In comparison, a simpler recommender model from an earlier notebook, which relied on a smaller set of attributes (such as user age and item price), outperformed the more complex model with an average recommendation score of 68%.

**Possible Reasons for the Performance Gap:**

* **Synthetic or Noisy Data:** The dataset used for this project was synthetically generated or augmented. As a result, the text-based features (like item descriptions and user professions) may not have meaningful semantics that align with the expectations of the pre-trained BERT model. This discrepancy can introduce noise, leading to less informative embeddings.

* **Model Complexity vs. Data Quality:** The more complex model may have suffered from overfitting due to the limited amount and quality of training data, making it less capable of generalizing to unseen interactions. On the other hand, the simpler model may have been better at extracting meaningful patterns from a smaller set of clean, structured features.

* **Dimensionality Overload:** The BERT embeddings significantly increase the input dimensionality of the model. Without a sufficient amount of high-quality data to support these additional features, the model might have been overwhelmed, diminishing its ability to learn effective patterns from the data.

* **Mismatch of Feature Importance:** Not all features are equally predictive. By using all embedded attributes (such as item descriptions and features) without distinguishing their relevance, the model may have missed the importance of more significant features like user age or item price, which could have been more directly relevant for recommendations.

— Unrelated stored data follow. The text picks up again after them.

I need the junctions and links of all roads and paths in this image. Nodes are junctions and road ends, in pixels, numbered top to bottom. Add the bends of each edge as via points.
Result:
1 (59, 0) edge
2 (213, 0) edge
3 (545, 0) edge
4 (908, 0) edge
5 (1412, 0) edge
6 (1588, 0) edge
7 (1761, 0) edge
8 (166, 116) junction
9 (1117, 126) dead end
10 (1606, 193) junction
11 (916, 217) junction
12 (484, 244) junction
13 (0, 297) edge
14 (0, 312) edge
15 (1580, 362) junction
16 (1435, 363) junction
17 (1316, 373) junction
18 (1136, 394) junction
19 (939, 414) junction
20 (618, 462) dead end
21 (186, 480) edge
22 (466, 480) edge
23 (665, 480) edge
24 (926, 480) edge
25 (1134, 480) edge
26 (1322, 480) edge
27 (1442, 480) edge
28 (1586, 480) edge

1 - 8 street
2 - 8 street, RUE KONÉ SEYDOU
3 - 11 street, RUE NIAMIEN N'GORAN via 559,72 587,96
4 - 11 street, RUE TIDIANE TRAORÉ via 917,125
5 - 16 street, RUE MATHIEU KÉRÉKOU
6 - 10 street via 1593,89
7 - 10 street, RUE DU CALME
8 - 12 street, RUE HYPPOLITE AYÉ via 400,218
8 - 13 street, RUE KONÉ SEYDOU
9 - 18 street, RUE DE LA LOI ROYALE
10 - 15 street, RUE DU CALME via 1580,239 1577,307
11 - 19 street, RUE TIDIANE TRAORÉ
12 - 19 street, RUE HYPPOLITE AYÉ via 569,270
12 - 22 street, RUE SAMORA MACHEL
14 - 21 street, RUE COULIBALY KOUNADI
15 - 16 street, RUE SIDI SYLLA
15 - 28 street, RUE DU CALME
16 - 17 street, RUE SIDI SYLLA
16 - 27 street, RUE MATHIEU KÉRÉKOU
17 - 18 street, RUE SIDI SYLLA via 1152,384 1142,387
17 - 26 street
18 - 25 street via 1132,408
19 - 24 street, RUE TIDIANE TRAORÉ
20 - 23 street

The results of this project highlight an important insight: greater complexity does not always lead to better performance. While more sophisticated models that incorporate deeper semantic features have the potential to improve recommendations, their success is highly dependent on the quality and relevance of the data. In this case, the simpler model performed better due to its focus on a smaller set of well-structured, highly predictive features.